What to work on:
Only the lines containing "Октябрьская" belong in the answer; find them in the material below.

--- Listed entries Enclosed Below ---

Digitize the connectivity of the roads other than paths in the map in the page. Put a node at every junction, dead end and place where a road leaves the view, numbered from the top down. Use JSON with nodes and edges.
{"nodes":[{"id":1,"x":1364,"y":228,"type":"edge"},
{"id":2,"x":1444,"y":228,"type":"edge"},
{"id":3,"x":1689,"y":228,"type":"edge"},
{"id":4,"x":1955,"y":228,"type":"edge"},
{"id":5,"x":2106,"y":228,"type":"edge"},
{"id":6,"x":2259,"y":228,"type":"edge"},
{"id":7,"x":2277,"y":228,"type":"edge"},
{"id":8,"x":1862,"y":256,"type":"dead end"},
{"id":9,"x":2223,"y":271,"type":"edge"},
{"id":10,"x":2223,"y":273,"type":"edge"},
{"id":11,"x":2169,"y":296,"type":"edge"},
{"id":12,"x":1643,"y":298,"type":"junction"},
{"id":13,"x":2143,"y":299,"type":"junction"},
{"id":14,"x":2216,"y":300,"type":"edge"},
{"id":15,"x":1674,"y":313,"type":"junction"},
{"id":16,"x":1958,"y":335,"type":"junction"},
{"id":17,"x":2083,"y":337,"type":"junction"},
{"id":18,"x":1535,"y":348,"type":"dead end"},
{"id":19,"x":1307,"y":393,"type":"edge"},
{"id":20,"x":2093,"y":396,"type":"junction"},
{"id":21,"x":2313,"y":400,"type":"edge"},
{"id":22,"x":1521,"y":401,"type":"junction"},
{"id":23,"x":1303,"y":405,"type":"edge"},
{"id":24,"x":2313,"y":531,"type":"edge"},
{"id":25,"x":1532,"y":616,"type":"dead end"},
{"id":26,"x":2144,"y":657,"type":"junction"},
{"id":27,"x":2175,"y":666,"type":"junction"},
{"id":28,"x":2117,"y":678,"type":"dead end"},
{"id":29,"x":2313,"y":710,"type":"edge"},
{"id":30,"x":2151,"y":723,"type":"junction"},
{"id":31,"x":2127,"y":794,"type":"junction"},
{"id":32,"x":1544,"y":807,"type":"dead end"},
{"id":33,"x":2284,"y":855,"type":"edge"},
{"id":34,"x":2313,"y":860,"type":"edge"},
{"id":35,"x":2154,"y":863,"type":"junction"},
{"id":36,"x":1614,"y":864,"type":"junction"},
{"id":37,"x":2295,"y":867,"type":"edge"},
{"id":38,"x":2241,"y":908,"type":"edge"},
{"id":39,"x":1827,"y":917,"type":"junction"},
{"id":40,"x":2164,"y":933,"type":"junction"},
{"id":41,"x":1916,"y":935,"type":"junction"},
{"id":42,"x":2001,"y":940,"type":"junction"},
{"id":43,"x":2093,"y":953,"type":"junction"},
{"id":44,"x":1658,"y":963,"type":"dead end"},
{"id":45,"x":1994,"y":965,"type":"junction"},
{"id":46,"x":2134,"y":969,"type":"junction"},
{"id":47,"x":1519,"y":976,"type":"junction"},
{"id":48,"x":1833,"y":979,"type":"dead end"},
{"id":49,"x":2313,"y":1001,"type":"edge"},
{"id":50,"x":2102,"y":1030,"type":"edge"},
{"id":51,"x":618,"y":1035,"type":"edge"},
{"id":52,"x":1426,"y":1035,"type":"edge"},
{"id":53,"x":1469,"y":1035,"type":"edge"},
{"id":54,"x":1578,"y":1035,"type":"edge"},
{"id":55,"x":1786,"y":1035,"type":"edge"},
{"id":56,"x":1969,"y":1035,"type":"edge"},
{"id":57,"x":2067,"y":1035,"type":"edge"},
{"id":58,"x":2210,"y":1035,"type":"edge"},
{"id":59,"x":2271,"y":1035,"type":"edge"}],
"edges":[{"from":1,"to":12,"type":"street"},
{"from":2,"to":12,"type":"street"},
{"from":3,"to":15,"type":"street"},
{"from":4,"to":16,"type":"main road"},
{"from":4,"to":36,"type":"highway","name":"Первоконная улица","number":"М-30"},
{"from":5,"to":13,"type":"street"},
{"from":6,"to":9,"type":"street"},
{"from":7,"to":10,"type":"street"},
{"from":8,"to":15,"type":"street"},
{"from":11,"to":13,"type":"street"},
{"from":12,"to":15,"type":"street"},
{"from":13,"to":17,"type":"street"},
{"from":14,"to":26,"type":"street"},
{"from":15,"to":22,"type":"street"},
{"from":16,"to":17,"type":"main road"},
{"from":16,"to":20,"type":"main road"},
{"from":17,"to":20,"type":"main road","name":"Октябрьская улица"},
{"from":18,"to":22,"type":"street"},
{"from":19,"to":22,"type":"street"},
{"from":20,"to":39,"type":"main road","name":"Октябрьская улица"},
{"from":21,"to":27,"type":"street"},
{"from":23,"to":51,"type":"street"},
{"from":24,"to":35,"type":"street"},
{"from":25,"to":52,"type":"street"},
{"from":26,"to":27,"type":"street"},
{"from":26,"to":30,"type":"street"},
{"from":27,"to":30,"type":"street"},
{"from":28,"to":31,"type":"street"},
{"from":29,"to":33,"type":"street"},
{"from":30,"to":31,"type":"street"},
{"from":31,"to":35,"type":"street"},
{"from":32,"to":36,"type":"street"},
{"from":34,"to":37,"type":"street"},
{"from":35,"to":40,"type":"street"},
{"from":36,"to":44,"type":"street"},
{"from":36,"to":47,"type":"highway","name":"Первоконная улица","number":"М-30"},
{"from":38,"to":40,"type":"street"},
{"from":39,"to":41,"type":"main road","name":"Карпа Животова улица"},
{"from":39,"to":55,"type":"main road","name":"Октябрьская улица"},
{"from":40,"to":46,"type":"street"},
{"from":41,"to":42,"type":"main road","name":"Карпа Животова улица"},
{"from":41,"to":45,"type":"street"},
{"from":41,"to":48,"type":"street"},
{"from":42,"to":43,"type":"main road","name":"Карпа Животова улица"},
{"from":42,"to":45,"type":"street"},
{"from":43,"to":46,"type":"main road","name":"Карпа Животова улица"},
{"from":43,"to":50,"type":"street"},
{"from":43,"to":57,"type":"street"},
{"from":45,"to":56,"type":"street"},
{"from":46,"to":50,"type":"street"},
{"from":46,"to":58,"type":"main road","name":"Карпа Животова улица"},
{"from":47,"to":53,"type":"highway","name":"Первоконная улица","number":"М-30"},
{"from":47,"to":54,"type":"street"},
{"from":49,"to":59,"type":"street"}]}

--- End of Enclosed Listed entries ---

Task output:
{"from":17,"to":20,"type":"main road","name":"Октябрьская улица"},
{"from":20,"to":39,"type":"main road","name":"Октябрьская улица"},
{"from":39,"to":55,"type":"main road","name":"Октябрьская улица"},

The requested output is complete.